Demolition Doll Rods: There Is a Difference

Sex-fueled shock rock tends to be the domain of men, or so I’ve always thought. Of course, the Cramps have Poison Ivy, Nashville Pussy has Blaine Cartwright (and the ever-changing bassist du jour), Bongwater had Ann Magnuson and there have been girls in Gwar, though not since Slymenstra Hymen’s retirement in 2002. But when a band is gritty, vulgar, seedy, tawdry and also fueled by a woman, it imbues a different vibe. For me, I can laugh a little easier knowing that Margaret Doll Rod—macrobiotic intellectual feminist—has written most of the lyrics. The Dolls’ reputation for raunchiness has as much to do with their barely clothed onstage antics as it does with the lyrics—which, truth be told, really aren’t all that lurid or offensive. This is especially true on their latest album, the fourth release for the band and the first with its new drummer. Tia “Baby Doll” Doll Rod is in for former percussionist Christine “Thumper” Doll Rod—Margaret’s biological sister—and she doesn’t seem to miss a beat. It might have been an uncomfortable situation for her—infiltrating this tight-knit group that has always been a family affair (former Gories guitarist Dan Kruha, a.k.a. Danny Doll Rod, is Margaret’s significant other)—but if so there’s no evidence to be heard on the album.
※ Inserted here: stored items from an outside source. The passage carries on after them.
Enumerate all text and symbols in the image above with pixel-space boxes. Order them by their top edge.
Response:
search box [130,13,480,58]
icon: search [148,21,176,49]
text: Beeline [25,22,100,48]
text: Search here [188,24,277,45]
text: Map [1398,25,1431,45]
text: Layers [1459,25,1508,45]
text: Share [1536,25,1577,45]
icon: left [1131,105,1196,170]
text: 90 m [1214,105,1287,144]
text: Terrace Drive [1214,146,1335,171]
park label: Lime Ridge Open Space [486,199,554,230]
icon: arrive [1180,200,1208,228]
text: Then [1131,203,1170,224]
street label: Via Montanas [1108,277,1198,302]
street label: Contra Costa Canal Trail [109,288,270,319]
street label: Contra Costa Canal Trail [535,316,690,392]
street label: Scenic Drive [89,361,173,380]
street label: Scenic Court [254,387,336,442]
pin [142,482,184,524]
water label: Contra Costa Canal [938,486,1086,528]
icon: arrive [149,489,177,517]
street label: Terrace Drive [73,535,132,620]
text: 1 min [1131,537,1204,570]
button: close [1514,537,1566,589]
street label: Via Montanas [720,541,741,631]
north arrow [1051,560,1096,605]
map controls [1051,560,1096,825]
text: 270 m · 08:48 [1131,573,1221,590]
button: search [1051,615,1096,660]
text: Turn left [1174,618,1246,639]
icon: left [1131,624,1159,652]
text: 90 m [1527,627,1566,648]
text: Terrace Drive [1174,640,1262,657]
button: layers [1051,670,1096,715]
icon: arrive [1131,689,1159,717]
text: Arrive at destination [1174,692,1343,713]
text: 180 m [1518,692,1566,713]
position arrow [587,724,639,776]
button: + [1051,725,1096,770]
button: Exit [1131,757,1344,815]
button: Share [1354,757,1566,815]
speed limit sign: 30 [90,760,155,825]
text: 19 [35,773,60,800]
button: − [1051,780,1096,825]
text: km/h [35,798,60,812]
Though song titles like "Booty Call" and "Baby Say Unh!" may sound titillating, there's really nothing on There is a Difference that should get anybody's panties in a bunch—at least not anything that's too easily deciphered by the naked ear. While the band does have things in common with other trash-thrash rockers, namely Nashville Pussy with its own romantic duo (Cartwright and hubby Ruyter Suys are the driving force behind the band), the highly listenable blues/grunge music the Dolls make sets them a bit apart, as does the gravelly, engine-revving purr of Margaret’s lead vocals (she can let loose like Patti Smith). Unlike any of the other bands mentioned, theirs is a CD I actually put on at home just to listen to. Gwar may be great fun on stage—and this is arguable, I know—but wouldn’t last a minute in the CD changer.